Abstract

It is a great challenge to fabricate self-healing hydrogels that simultaneously possess high mechanical strength and good elasticity, and are capable of rapidly and efficiently healing physical damage. In this work, such hydrogels are fabricated by grafting 4-carboxybenzaldehyde (CBA) onto poly(vinyl alcohol) (PVA) in dimethyl sulfoxide, followed by sequential dialysis in ethanol and water. The dialysis in ethanol generates hydrogen-bond-cross-linked PVA-CBA organogels with homogeneous structures while the subsequent dialysis in water leads to PVA-CBA hydrogels uniformly dispersed with hydrogen-bond-cross-linked hydrophobic domains.
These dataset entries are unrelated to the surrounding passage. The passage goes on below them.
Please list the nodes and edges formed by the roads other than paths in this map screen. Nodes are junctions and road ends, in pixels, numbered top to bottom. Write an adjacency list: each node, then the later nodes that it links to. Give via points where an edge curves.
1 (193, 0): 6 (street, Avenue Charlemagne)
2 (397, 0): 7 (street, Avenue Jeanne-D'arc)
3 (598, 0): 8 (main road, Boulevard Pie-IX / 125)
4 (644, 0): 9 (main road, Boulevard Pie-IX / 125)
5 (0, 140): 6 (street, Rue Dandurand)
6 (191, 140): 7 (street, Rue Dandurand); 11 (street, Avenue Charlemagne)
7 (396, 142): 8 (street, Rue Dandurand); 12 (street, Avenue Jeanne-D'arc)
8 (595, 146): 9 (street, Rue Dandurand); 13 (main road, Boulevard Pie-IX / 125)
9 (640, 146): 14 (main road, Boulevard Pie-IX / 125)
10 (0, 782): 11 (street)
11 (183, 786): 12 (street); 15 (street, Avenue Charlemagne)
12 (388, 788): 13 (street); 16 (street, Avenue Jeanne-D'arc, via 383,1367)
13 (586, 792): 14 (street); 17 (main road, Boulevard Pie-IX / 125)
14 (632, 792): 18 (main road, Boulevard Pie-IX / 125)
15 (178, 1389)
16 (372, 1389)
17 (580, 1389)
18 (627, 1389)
The in-situ-formed hydrophobic domains with an average diameter of ∼13 nm can strengthen the PVA-CBA hydrogels to a tensile strength of ∼5.8 MPa and toughness of ∼14.9 MJ m–3, and endow the hydrogels with good elasticity. Because of the presence of hydrogen bonds, the hydrophobic domains can reversibly break and reform to enable the rapid and efficient self-healing of fractured hydrogels at room temperature to restore their original mechanical strength. Meanwhile, the hydrogels have good biocompatibility and are potentially useful as post-operative antiadhesive films.